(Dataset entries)
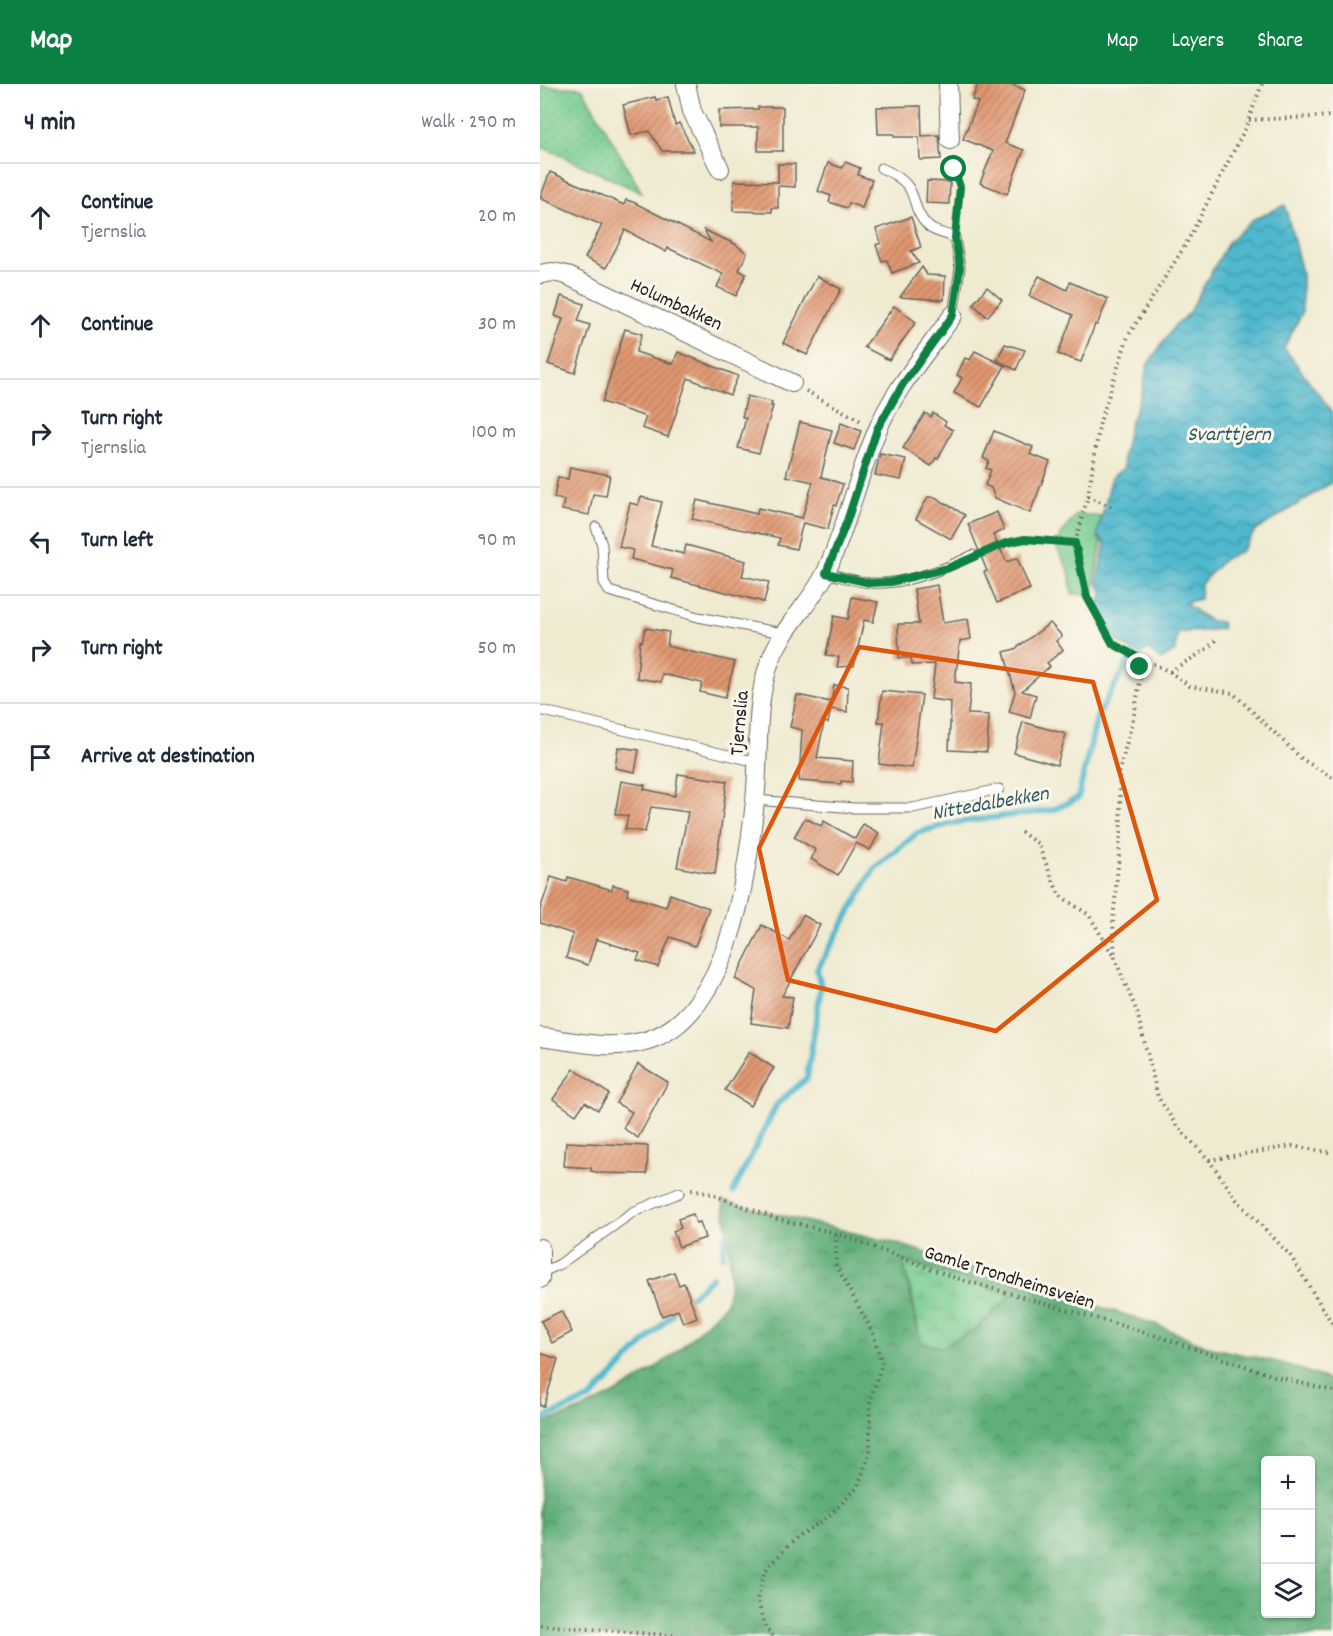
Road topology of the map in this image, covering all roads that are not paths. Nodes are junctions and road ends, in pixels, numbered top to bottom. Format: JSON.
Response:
{"nodes":[{"id":1,"x":686,"y":84,"type":"edge"},
{"id":2,"x":948,"y":84,"type":"edge"},
{"id":3,"x":950,"y":140,"type":"road end"},
{"id":4,"x":881,"y":168,"type":"dead end"},
{"id":5,"x":720,"y":169,"type":"dead end"},
{"id":6,"x":540,"y":274,"type":"edge"},
{"id":7,"x":953,"y":315,"type":"joint"},
{"id":8,"x":792,"y":383,"type":"road end"},
{"id":9,"x":596,"y":527,"type":"dead end"},
{"id":10,"x":973,"y":555,"type":"road end"},
{"id":11,"x":826,"y":573,"type":"junction"},
{"id":12,"x":782,"y":633,"type":"junction"},
{"id":13,"x":540,"y":710,"type":"edge"},
{"id":14,"x":757,"y":762,"type":"junction"},
{"id":15,"x":999,"y":789,"type":"dead end"},
{"id":16,"x":755,"y":800,"type":"junction"},
{"id":17,"x":540,"y":1037,"type":"edge"},
{"id":18,"x":679,"y":1192,"type":"road end"},
{"id":19,"x":540,"y":1248,"type":"edge"},
{"id":20,"x":541,"y":1273,"type":"edge"},
{"id":21,"x":540,"y":1279,"type":"edge"}],
"edges":[{"from":1,"to":5,"type":"street"},
{"from":2,"to":3,"type":"street"},
{"from":4,"to":7,"type":"lane"},
{"from":6,"to":8,"type":"street","name":"Holumbakken"},
{"from":7,"to":11,"type":"street","name":"Tjernslia"},
{"from":9,"to":12,"type":"lane"},
{"from":10,"to":11,"type":"lane"},
{"from":11,"to":12,"type":"street","name":"Tjernslia"},
{"from":12,"to":14,"type":"street","name":"Tjernslia"},
{"from":13,"to":14,"type":"lane"},
{"from":14,"to":16,"type":"street","name":"Tjernslia"},
{"from":15,"to":16,"type":"lane"},
{"from":16,"to":17,"type":"street","name":"Tjernslia"},
{"from":18,"to":20,"type":"lane"},
{"from":19,"to":20,"type":"street"},
{"from":20,"to":21,"type":"street"}]}
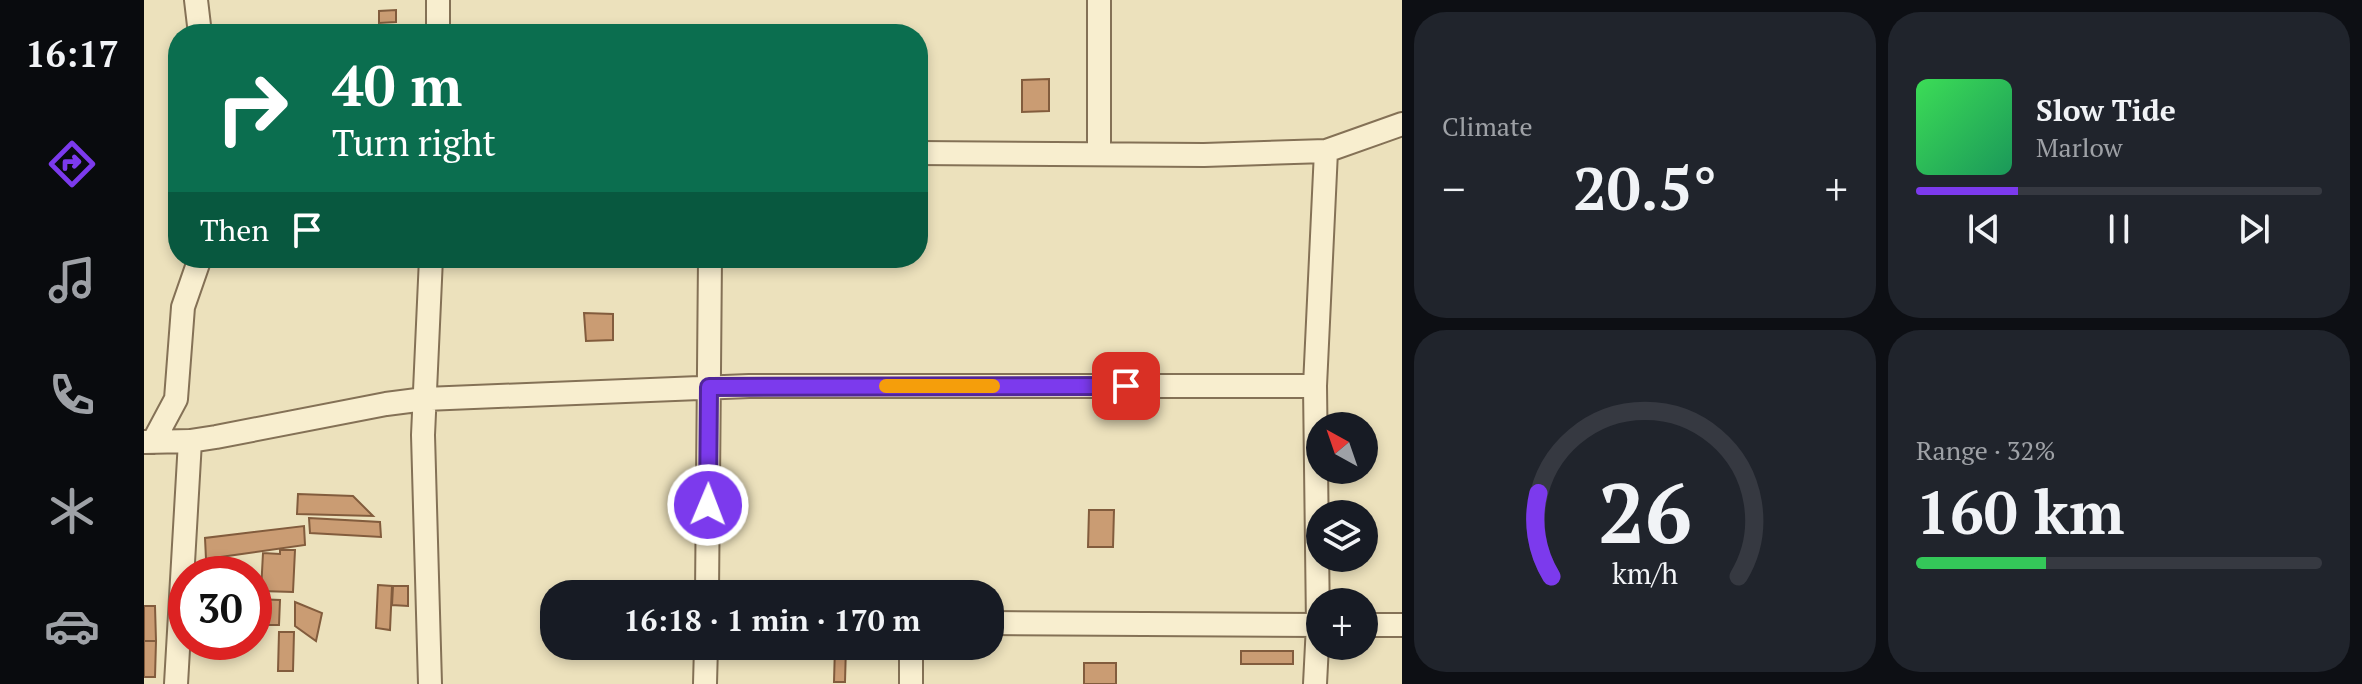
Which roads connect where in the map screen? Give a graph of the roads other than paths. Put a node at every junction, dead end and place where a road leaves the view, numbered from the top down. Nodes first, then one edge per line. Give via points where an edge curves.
1 (196, 0) edge
2 (438, 0) edge
3 (1099, 0) edge
4 (199, 24) edge
5 (438, 24) edge
6 (1402, 124) edge
7 (1326, 151) junction
8 (928, 153) edge
9 (1099, 153) junction
10 (197, 268) edge
11 (431, 268) edge
12 (710, 268) edge
13 (1315, 386) junction
14 (709, 387) junction
15 (425, 399) junction
16 (190, 441) junction
17 (148, 442) edge
18 (707, 580) edge
19 (1318, 588) edge
20 (1004, 623) edge
21 (1306, 625) edge
22 (1378, 625) edge
23 (1402, 625) edge
24 (706, 660) edge
25 (911, 660) edge
26 (1317, 660) edge
27 (176, 684) edge
28 (430, 684) edge
29 (705, 684) edge
30 (911, 684) edge
31 (1315, 684) edge

1 - 4 street
2 - 5 street
3 - 9 street
6 - 7 street
7 - 9 street
7 - 13 street
8 - 9 street
10 - 17 street via 183,307 176,399
11 - 15 street
12 - 14 street
13 - 14 street
13 - 19 street
14 - 15 street
14 - 18 street
15 - 16 street
15 - 28 street
16 - 17 street
16 - 27 street
20 - 21 street
22 - 23 street
24 - 29 street
25 - 30 street
26 - 31 street

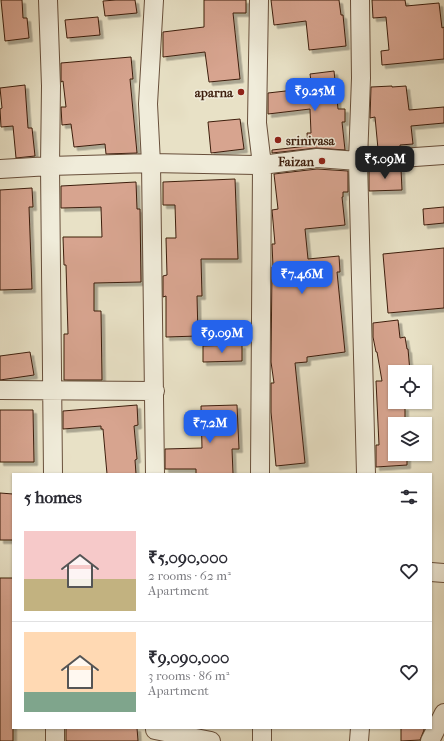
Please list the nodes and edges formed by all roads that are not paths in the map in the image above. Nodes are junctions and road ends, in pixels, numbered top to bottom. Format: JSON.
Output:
{"nodes":[{"id":1,"x":48,"y":0,"type":"edge"},
{"id":2,"x":154,"y":0,"type":"edge"},
{"id":3,"x":259,"y":0,"type":"edge"},
{"id":4,"x":360,"y":0,"type":"edge"},
{"id":5,"x":444,"y":155,"type":"edge"},
{"id":6,"x":358,"y":161,"type":"junction"},
{"id":7,"x":151,"y":163,"type":"junction"},
{"id":8,"x":50,"y":166,"type":"junction"},
{"id":9,"x":262,"y":166,"type":"junction"},
{"id":10,"x":0,"y":169,"type":"edge"},
{"id":11,"x":0,"y":390,"type":"edge"},
{"id":12,"x":52,"y":391,"type":"junction"},
{"id":13,"x":155,"y":391,"type":"junction"},
{"id":14,"x":53,"y":473,"type":"edge"},
{"id":15,"x":155,"y":473,"type":"edge"},
{"id":16,"x":260,"y":473,"type":"edge"},
{"id":17,"x":366,"y":473,"type":"edge"},
{"id":18,"x":432,"y":572,"type":"edge"},
{"id":19,"x":444,"y":573,"type":"edge"},
{"id":20,"x":444,"y":713,"type":"edge"},
{"id":21,"x":55,"y":729,"type":"edge"},
{"id":22,"x":155,"y":729,"type":"edge"},
{"id":23,"x":262,"y":729,"type":"edge"},
{"id":24,"x":360,"y":729,"type":"edge"},
{"id":25,"x":55,"y":741,"type":"edge"},
{"id":26,"x":211,"y":741,"type":"edge"},
{"id":27,"x":262,"y":741,"type":"edge"},
{"id":28,"x":359,"y":741,"type":"edge"},
{"id":29,"x":430,"y":741,"type":"edge"}],
"edges":[{"from":1,"to":8,"type":"street"},
{"from":2,"to":7,"type":"street"},
{"from":3,"to":9,"type":"street"},
{"from":4,"to":6,"type":"street"},
{"from":5,"to":6,"type":"street"},
{"from":6,"to":9,"type":"street"},
{"from":6,"to":17,"type":"street"},
{"from":7,"to":8,"type":"street"},
{"from":7,"to":9,"type":"street"},
{"from":7,"to":13,"type":"street"},
{"from":8,"to":10,"type":"street"},
{"from":8,"to":12,"type":"street"},
{"from":9,"to":16,"type":"street"},
{"from":11,"to":12,"type":"street"},
{"from":12,"to":13,"type":"street"},
{"from":12,"to":14,"type":"street"},
{"from":13,"to":15,"type":"street"},
{"from":18,"to":19,"type":"street"},
{"from":20,"to":29,"type":"street"},
{"from":21,"to":25,"type":"street"},
{"from":22,"to":26,"type":"street"},
{"from":23,"to":27,"type":"street"},
{"from":24,"to":28,"type":"street"}]}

### [YOUR INSTRUCTIONS]
Transcribe all the lines above exactly, apart from the pictures.

### [EXERCISE SOLUTION]
Road topology of the map in this image, covering all roads that are not paths. Nodes are junctions and road ends, in pixels, numbered top to bottom. Format: JSON.
Response:
{"nodes":[{"id":1,"x":686,"y":84,"type":"edge"},
{"id":2,"x":948,"y":84,"type":"edge"},
{"id":3,"x":950,"y":140,"type":"road end"},
{"id":4,"x":881,"y":168,"type":"dead end"},
{"id":5,"x":720,"y":169,"type":"dead end"},
{"id":6,"x":540,"y":274,"type":"edge"},
{"id":7,"x":953,"y":315,"type":"joint"},
{"id":8,"x":792,"y":383,"type":"road end"},
{"id":9,"x":596,"y":527,"type":"dead end"},
{"id":10,"x":973,"y":555,"type":"road end"},
{"id":11,"x":826,"y":573,"type":"junction"},
{"id":12,"x":782,"y":633,"type":"junction"},
{"id":13,"x":540,"y":710,"type":"edge"},
{"id":14,"x":757,"y":762,"type":"junction"},
{"id":15,"x":999,"y":789,"type":"dead end"},
{"id":16,"x":755,"y":800,"type":"junction"},
{"id":17,"x":540,"y":1037,"type":"edge"},
{"id":18,"x":679,"y":1192,"type":"road end"},
{"id":19,"x":540,"y":1248,"type":"edge"},
{"id":20,"x":541,"y":1273,"type":"edge"},
{"id":21,"x":540,"y":1279,"type":"edge"}],
"edges":[{"from":1,"to":5,"type":"street"},
{"from":2,"to":3,"type":"street"},
{"from":4,"to":7,"type":"lane"},
{"from":6,"to":8,"type":"street","name":"Holumbakken"},
{"from":7,"to":11,"type":"street","name":"Tjernslia"},
{"from":9,"to":12,"type":"lane"},
{"from":10,"to":11,"type":"lane"},
{"from":11,"to":12,"type":"street","name":"Tjernslia"},
{"from":12,"to":14,"type":"street","name":"Tjernslia"},
{"from":13,"to":14,"type":"lane"},
{"from":14,"to":16,"type":"street","name":"Tjernslia"},
{"from":15,"to":16,"type":"lane"},
{"from":16,"to":17,"type":"street","name":"Tjernslia"},
{"from":18,"to":20,"type":"lane"},
{"from":19,"to":20,"type":"street"},
{"from":20,"to":21,"type":"street"}]}
Which roads connect where in the map screen? Give a graph of the roads other than paths. Put a node at every junction, dead end and place where a road leaves the view, numbered from the top down. Nodes first, then one edge per line. Give via points where an edge curves.
1 (196, 0) edge
2 (438, 0) edge
3 (1099, 0) edge
4 (199, 24) edge
5 (438, 24) edge
6 (1402, 124) edge
7 (1326, 151) junction
8 (928, 153) edge
9 (1099, 153) junction
10 (197, 268) edge
11 (431, 268) edge
12 (710, 268) edge
13 (1315, 386) junction
14 (709, 387) junction
15 (425, 399) junction
16 (190, 441) junction
17 (148, 442) edge
18 (707, 580) edge
19 (1318, 588) edge
20 (1004, 623) edge
21 (1306, 625) edge
22 (1378, 625) edge
23 (1402, 625) edge
24 (706, 660) edge
25 (911, 660) edge
26 (1317, 660) edge
27 (176, 684) edge
28 (430, 684) edge
29 (705, 684) edge
30 (911, 684) edge
31 (1315, 684) edge

1 - 4 street
2 - 5 street
3 - 9 street
6 - 7 street
7 - 9 street
7 - 13 street
8 - 9 street
10 - 17 street via 183,307 176,399
11 - 15 street
12 - 14 street
13 - 14 street
13 - 19 street
14 - 15 street
14 - 18 street
15 - 16 street
15 - 28 street
16 - 17 street
16 - 27 street
20 - 21 street
22 - 23 street
24 - 29 street
25 - 30 street
26 - 31 street

Please list the nodes and edges formed by all roads that are not paths in the map in the image above. Nodes are junctions and road ends, in pixels, numbered top to bottom. Format: JSON.
Output:
{"nodes":[{"id":1,"x":48,"y":0,"type":"edge"},
{"id":2,"x":154,"y":0,"type":"edge"},
{"id":3,"x":259,"y":0,"type":"edge"},
{"id":4,"x":360,"y":0,"type":"edge"},
{"id":5,"x":444,"y":155,"type":"edge"},
{"id":6,"x":358,"y":161,"type":"junction"},
{"id":7,"x":151,"y":163,"type":"junction"},
{"id":8,"x":50,"y":166,"type":"junction"},
{"id":9,"x":262,"y":166,"type":"junction"},
{"id":10,"x":0,"y":169,"type":"edge"},
{"id":11,"x":0,"y":390,"type":"edge"},
{"id":12,"x":52,"y":391,"type":"junction"},
{"id":13,"x":155,"y":391,"type":"junction"},
{"id":14,"x":53,"y":473,"type":"edge"},
{"id":15,"x":155,"y":473,"type":"edge"},
{"id":16,"x":260,"y":473,"type":"edge"},
{"id":17,"x":366,"y":473,"type":"edge"},
{"id":18,"x":432,"y":572,"type":"edge"},
{"id":19,"x":444,"y":573,"type":"edge"},
{"id":20,"x":444,"y":713,"type":"edge"},
{"id":21,"x":55,"y":729,"type":"edge"},
{"id":22,"x":155,"y":729,"type":"edge"},
{"id":23,"x":262,"y":729,"type":"edge"},
{"id":24,"x":360,"y":729,"type":"edge"},
{"id":25,"x":55,"y":741,"type":"edge"},
{"id":26,"x":211,"y":741,"type":"edge"},
{"id":27,"x":262,"y":741,"type":"edge"},
{"id":28,"x":359,"y":741,"type":"edge"},
{"id":29,"x":430,"y":741,"type":"edge"}],
"edges":[{"from":1,"to":8,"type":"street"},
{"from":2,"to":7,"type":"street"},
{"from":3,"to":9,"type":"street"},
{"from":4,"to":6,"type":"street"},
{"from":5,"to":6,"type":"street"},
{"from":6,"to":9,"type":"street"},
{"from":6,"to":17,"type":"street"},
{"from":7,"to":8,"type":"street"},
{"from":7,"to":9,"type":"street"},
{"from":7,"to":13,"type":"street"},
{"from":8,"to":10,"type":"street"},
{"from":8,"to":12,"type":"street"},
{"from":9,"to":16,"type":"street"},
{"from":11,"to":12,"type":"street"},
{"from":12,"to":13,"type":"street"},
{"from":12,"to":14,"type":"street"},
{"from":13,"to":15,"type":"street"},
{"from":18,"to":19,"type":"street"},
{"from":20,"to":29,"type":"street"},
{"from":21,"to":25,"type":"street"},
{"from":22,"to":26,"type":"street"},
{"from":23,"to":27,"type":"street"},
{"from":24,"to":28,"type":"street"}]}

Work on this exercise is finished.